**Directions for this task**
All lines with the word "button" are to be found and copied from the listing.
#####
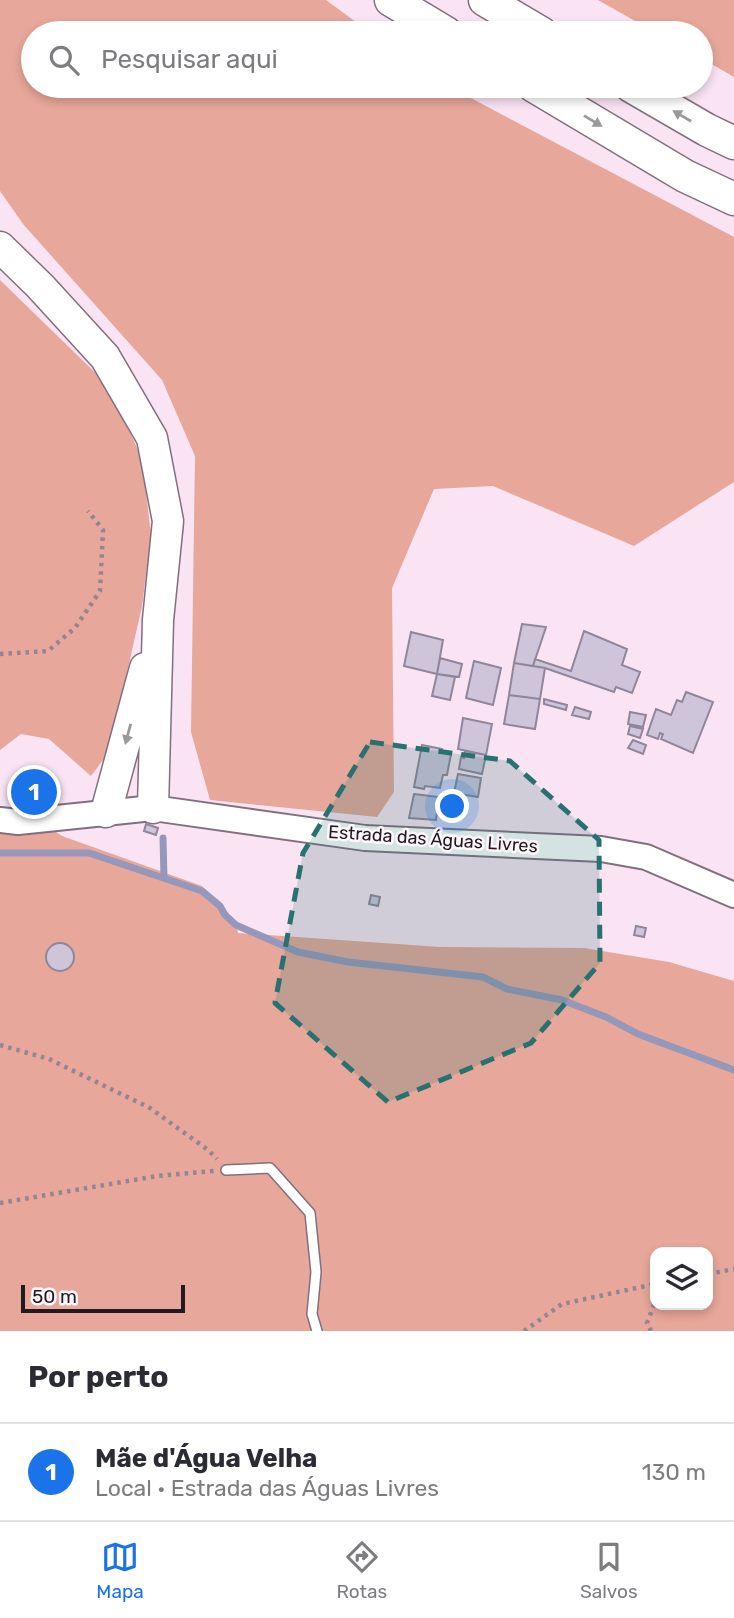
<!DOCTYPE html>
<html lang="pt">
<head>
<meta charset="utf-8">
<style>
  body { margin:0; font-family:Rubik,sans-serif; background:#f7f7f7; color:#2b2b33 }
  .controls { position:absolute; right:21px; bottom:21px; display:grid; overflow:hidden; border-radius:14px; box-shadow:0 4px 10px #0003 }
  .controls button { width:63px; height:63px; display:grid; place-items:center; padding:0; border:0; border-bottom:2px solid #e1e1e2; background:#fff; color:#2b2b33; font:35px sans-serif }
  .scale { position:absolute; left:21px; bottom:18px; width:164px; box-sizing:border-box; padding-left:7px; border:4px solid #211a1f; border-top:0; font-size:19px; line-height:24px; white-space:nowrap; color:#211a1f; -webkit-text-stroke:5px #fff6fc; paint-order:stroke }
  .you { position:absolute; left:453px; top:807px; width:24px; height:24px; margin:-18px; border:5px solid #fff; border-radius:50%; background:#1a73e8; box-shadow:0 0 0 10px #1a73e833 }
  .badge { display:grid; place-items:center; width:46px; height:46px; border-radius:50%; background:#1a73e8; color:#fff; font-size:23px; font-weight:700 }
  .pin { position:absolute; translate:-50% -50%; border:4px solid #fff; box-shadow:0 2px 7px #0006 }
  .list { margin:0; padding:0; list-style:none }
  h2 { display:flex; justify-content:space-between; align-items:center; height:91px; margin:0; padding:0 28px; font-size:30px }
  h2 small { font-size:23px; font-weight:400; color:#7c7c81 }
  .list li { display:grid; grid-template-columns:46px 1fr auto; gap:21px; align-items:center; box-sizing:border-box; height:98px; padding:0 28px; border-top:2px solid #e1e1e2 }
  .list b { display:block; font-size:26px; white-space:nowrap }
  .list p { margin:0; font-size:23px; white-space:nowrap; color:#7c7c81 }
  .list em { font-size:23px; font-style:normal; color:#7c7c81 }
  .icon { flex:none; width:38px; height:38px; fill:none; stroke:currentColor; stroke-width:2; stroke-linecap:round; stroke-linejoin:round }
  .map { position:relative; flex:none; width:734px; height:1331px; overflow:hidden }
  .search { position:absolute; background:#fff; box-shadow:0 4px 10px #0003; left:21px; right:21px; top:21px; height:77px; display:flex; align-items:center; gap:18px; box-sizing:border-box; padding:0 24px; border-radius:38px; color:#7c7c81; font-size:26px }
  .sheet { height:189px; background:#fff }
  nav { display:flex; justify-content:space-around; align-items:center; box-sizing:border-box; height:98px; border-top:2px solid #e1e1e2; background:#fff; font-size:19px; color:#7c7c81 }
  nav a { display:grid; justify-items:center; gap:4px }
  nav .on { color:#1a73e8 }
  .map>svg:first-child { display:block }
</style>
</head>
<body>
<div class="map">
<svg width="734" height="1331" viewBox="0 0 734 1331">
  <rect width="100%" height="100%" fill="#fae4f4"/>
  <path fill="#e7a79a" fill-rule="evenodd" d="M0 0H326L371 33H33V86H448L734 237V482L634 546 493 486 434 489 392 588 394 792 377 817 210 800 191 732 195 456 162 380 23 224 0 191Z
    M598 0H734V77L701 58V33H656Z
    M0 280 109 386 142 459 151 535 142 606 109 752 91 776 49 739 21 734 0 750Z
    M0 829 53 830 62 836 202 886 236 921 238 933 440 947 584 948 669 962 734 981V1331H0ZM655 1252H708V1305H655Z"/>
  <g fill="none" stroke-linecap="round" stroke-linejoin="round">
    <path stroke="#9598ba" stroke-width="7" d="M163 838 164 878
      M0 853H89L202 891 220 906 225 915 236 925 298 952 348 962 483 977 507 989 562 1000 606 1017 638 1034 734 1070"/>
  </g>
  <path fill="#cfc5db" stroke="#8f869a" stroke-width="2" d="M522 624 546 627 533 666 514 663Z
    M584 631 627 649 622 665 640 672 632 693 616 687 614 692 545 668 533 666 535 659 571 671Z
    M411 632 443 640 437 674 404 666Z
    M440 658 462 664 459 677 437 674Z
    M474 661 501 668 493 705 466 698Z
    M514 663 545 668 540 699 509 695Z
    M437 674 455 677 450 700 432 696Z
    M686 692 713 702 693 753 661 739 663 734 660 733 658 739 647 735 656 709 671 715 677 700 682 702Z
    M509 695 540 699 535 729 504 724Z
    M544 699 567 705 566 710 544 704Z
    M575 707 591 712 589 719 572 715Z
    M630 712 646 715 643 727 628 724Z
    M463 718 492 724 486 755 458 749Z
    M630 726 643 729 640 738 628 734Z
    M633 740 646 745 643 754 628 748Z
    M422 745 442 749 441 752 451 754 447 775H443L440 788 425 786 424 789 414 787Z
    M465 751 486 755 482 774 459 769 461 757 464 758Z
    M15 792a19 19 0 1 1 38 0a19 19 0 1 1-38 0Z
    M458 774 481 778 478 797 454 793Z
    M414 794 439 797 436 820 409 818Z
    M146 824 158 828 156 835 144 831Z
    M371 895 380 897 378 906 369 904Z
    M636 926 646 928 644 937 634 935Z
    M46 957a14 14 0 1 1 28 0a14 14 0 1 1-28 0Z"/>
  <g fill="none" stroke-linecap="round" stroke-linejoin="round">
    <g stroke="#826f7d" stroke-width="12">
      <path id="service" d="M226 1170 270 1168 310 1213 316 1272 312 1314 317 1331"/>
    </g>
    <g stroke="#826f7d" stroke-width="28">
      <path id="secondary" d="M0 820 18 822 153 808 365 838 601 849 646 857 734 895"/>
    </g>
    <g stroke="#826f7d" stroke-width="33">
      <path id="trunk" d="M0 247 40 286 105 357 152 438 168 521 158 620 153 808
        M106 812 145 668"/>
    </g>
    <g stroke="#826f7d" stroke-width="35">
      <path id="motorway" d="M391 0 446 33
        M485 0 541 33
        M534 86 685 176 734 199
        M631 86 707 130 734 143"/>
    </g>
    <path stroke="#948590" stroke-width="4.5" stroke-dasharray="3.5 5" stroke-linecap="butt" d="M0 654 48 651 75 628 100 591 103 530 88 511
      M0 1045 49 1059 150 1108 208 1150 217 1159
      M0 1203 157 1176 214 1171
      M708 1274 734 1269
      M524 1331 562 1304 655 1284
      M651 1331 647 1323 655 1302"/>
    <use href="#service" stroke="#fff" stroke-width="9"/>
    <use href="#secondary" stroke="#fff" stroke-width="24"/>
    <use href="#trunk" stroke="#fff" stroke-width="30"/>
    <use href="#motorway" stroke="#fff" stroke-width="32"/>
  </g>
  <defs><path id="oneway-solid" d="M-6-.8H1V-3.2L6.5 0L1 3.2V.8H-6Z" transform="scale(1.75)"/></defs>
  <g fill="#9b989a">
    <use href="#oneway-solid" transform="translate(682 116) rotate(-150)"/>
    <use href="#oneway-solid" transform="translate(593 121) rotate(31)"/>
    <use href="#oneway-solid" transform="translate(128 734) rotate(105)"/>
  </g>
  <path fill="#27716f" fill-opacity="0.2" stroke="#27716f" stroke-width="5" stroke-dasharray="14 9" stroke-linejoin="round" d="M370 742 510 761 599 840 600 963 531 1043 388 1102 275 1003 303 853Z"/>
  <g text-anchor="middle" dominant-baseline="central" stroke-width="5" stroke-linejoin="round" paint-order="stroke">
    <g font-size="18" fill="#211a1f" stroke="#fff6fc">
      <text transform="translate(433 839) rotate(4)">Estrada das Águas Livres</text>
    </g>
  </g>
</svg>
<div class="controls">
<button><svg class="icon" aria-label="layers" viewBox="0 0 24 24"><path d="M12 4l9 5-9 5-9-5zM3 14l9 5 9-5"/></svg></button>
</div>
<div class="scale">50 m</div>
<div class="you"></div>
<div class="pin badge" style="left:34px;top:792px">1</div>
<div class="search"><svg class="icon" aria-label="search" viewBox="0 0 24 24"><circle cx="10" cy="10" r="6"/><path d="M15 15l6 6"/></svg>Pesquisar aqui</div>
</div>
<section class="sheet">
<h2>Por perto<small></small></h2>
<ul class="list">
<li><span class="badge">1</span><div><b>Mãe d'Água Velha</b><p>Local · Estrada das Águas Livres</p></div><em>130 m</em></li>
</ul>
</section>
<nav>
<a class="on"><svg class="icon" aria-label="map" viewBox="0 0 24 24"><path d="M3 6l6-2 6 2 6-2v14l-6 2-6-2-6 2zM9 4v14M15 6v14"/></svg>Mapa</a>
<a><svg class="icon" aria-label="directions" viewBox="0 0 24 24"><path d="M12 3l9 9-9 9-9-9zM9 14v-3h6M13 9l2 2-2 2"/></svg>Rotas</a>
<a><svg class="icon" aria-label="saved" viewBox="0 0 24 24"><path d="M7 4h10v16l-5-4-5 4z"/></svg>Salvos</a>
</nav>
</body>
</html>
#####
**Written answer**
  .controls button { width:63px; height:63px; display:grid; place-items:center; padding:0; border:0; border-bottom:2px solid #e1e1e2; background:#fff; color:#2b2b33; font:35px sans-serif }
<button><svg class="icon" aria-label="layers" viewBox="0 0 24 24"><path d="M12 4l9 5-9 5-9-5zM3 14l9 5 9-5"/></svg></button>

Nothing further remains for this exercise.